■ About this task
Find every line in the records below that holds the word "шоссе", and copy it out.

Dataset entries:
..............................

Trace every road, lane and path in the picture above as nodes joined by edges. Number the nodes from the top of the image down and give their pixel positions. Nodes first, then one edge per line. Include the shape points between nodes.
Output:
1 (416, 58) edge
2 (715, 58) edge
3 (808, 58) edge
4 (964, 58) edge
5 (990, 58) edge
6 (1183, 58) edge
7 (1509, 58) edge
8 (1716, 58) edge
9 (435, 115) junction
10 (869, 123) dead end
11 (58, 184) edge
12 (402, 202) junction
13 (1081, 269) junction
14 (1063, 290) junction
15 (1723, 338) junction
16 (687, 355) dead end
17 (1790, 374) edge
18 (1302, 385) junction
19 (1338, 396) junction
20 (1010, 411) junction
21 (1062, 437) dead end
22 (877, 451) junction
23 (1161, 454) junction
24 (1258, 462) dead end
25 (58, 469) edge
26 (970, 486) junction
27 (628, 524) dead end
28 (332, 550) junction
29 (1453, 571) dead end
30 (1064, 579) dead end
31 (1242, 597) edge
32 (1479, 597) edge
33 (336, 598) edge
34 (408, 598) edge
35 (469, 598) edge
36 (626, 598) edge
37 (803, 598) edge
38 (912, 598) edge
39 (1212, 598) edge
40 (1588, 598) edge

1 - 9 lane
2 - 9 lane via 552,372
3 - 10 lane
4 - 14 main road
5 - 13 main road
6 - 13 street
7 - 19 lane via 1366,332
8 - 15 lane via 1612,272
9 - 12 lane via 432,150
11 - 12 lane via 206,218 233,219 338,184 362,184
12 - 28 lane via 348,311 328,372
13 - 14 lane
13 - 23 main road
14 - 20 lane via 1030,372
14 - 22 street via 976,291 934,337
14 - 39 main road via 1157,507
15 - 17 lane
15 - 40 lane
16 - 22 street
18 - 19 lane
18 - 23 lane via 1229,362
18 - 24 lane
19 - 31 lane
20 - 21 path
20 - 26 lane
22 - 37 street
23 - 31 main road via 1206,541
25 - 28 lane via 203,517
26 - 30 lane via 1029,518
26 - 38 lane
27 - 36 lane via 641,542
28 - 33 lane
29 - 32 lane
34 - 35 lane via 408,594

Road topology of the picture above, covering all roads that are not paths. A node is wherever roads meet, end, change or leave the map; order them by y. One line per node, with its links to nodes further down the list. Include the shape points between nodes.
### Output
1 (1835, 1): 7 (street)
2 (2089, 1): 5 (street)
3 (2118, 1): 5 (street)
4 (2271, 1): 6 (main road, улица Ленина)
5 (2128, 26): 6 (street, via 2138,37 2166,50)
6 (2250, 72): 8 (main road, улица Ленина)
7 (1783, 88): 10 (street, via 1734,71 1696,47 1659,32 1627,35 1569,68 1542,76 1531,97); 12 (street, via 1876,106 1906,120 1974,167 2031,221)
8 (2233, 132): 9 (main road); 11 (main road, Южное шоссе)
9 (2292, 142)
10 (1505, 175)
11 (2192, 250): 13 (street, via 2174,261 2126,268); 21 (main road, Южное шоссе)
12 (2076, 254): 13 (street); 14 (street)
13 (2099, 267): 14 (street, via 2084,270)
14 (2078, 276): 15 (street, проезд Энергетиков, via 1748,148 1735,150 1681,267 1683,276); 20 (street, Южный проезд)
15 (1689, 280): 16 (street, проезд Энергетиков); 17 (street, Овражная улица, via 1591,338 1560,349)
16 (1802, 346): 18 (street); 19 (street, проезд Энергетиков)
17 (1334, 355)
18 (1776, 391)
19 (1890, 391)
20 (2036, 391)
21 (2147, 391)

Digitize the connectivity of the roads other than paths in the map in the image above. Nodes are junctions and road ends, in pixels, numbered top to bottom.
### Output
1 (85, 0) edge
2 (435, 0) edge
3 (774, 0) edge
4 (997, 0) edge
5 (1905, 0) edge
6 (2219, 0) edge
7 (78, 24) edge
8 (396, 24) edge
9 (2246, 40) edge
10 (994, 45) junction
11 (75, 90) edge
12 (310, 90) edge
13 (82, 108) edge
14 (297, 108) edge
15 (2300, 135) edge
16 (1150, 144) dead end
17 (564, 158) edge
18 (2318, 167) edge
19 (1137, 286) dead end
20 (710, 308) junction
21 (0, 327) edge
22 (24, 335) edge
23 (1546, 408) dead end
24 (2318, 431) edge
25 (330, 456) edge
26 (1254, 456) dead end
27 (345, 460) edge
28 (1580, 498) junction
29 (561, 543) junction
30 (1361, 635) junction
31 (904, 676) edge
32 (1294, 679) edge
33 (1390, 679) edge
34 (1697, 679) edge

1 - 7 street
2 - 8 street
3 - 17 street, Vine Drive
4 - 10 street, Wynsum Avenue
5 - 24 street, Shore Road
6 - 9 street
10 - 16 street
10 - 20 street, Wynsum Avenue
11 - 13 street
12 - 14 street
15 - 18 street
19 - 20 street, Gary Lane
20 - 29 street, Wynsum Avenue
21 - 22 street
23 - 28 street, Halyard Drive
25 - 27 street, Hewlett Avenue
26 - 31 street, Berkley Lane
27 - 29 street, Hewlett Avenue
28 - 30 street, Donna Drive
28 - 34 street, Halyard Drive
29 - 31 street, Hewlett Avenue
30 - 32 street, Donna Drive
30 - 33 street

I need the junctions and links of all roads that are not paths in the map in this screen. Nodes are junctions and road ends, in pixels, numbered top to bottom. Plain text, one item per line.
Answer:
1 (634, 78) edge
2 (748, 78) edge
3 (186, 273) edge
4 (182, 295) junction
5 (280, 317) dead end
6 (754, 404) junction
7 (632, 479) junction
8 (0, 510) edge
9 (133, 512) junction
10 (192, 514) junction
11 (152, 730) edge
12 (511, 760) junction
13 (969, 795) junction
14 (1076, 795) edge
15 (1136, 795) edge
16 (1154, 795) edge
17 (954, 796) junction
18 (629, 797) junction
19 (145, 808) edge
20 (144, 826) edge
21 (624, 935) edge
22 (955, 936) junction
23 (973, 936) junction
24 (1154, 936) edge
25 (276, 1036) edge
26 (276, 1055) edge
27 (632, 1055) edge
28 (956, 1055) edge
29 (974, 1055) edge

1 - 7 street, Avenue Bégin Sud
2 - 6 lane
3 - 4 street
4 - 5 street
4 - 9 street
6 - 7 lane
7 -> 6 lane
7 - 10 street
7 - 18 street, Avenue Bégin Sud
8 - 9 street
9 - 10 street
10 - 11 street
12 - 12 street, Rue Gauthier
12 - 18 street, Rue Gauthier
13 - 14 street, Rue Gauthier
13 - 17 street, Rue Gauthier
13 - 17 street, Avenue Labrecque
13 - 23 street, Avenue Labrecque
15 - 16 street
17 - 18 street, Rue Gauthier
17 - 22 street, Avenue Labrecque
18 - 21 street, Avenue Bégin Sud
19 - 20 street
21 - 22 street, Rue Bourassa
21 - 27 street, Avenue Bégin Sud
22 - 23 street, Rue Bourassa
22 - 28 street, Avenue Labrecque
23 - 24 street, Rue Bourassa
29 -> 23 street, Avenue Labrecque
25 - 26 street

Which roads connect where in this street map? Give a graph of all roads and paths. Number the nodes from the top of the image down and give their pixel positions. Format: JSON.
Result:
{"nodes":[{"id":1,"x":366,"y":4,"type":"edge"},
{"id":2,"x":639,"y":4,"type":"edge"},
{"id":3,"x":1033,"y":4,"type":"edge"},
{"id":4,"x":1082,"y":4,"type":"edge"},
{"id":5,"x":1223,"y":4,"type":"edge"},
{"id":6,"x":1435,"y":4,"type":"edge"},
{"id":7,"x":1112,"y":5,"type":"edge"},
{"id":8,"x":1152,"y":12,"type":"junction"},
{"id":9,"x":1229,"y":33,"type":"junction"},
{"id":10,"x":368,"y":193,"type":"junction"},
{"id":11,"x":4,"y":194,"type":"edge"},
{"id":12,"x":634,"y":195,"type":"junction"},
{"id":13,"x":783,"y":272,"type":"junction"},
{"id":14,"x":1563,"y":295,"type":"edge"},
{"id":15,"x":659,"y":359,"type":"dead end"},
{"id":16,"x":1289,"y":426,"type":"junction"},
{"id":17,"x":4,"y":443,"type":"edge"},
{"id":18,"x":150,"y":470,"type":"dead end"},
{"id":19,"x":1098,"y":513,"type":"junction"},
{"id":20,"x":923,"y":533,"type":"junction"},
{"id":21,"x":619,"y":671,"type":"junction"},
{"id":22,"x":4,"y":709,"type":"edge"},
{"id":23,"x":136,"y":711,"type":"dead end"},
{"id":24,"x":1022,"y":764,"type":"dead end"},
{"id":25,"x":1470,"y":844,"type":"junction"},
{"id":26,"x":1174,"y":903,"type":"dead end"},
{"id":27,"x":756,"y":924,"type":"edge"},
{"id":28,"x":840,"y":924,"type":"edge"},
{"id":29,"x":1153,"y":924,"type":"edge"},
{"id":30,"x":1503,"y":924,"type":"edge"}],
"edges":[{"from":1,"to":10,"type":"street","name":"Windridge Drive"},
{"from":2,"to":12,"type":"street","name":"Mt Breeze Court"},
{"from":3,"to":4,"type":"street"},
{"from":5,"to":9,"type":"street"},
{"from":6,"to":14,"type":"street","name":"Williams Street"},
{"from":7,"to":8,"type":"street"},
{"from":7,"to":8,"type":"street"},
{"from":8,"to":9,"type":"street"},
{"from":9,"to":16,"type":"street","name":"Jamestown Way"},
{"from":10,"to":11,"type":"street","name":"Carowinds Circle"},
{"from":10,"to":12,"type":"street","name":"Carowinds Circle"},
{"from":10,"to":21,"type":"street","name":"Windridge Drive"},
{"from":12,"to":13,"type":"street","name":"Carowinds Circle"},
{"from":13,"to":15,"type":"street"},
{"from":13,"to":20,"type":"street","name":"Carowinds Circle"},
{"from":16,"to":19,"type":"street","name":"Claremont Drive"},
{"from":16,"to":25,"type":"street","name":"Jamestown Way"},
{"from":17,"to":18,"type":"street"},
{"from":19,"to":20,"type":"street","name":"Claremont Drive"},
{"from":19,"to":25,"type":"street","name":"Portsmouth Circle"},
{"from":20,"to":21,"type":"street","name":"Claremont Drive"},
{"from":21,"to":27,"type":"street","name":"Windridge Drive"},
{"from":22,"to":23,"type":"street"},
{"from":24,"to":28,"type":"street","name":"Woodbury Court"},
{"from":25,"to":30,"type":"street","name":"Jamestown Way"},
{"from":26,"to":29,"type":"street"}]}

..............................

■ Solution to this exercise
8 (2233, 132): 9 (main road); 11 (main road, Южное шоссе)
11 (2192, 250): 13 (street, via 2174,261 2126,268); 21 (main road, Южное шоссе)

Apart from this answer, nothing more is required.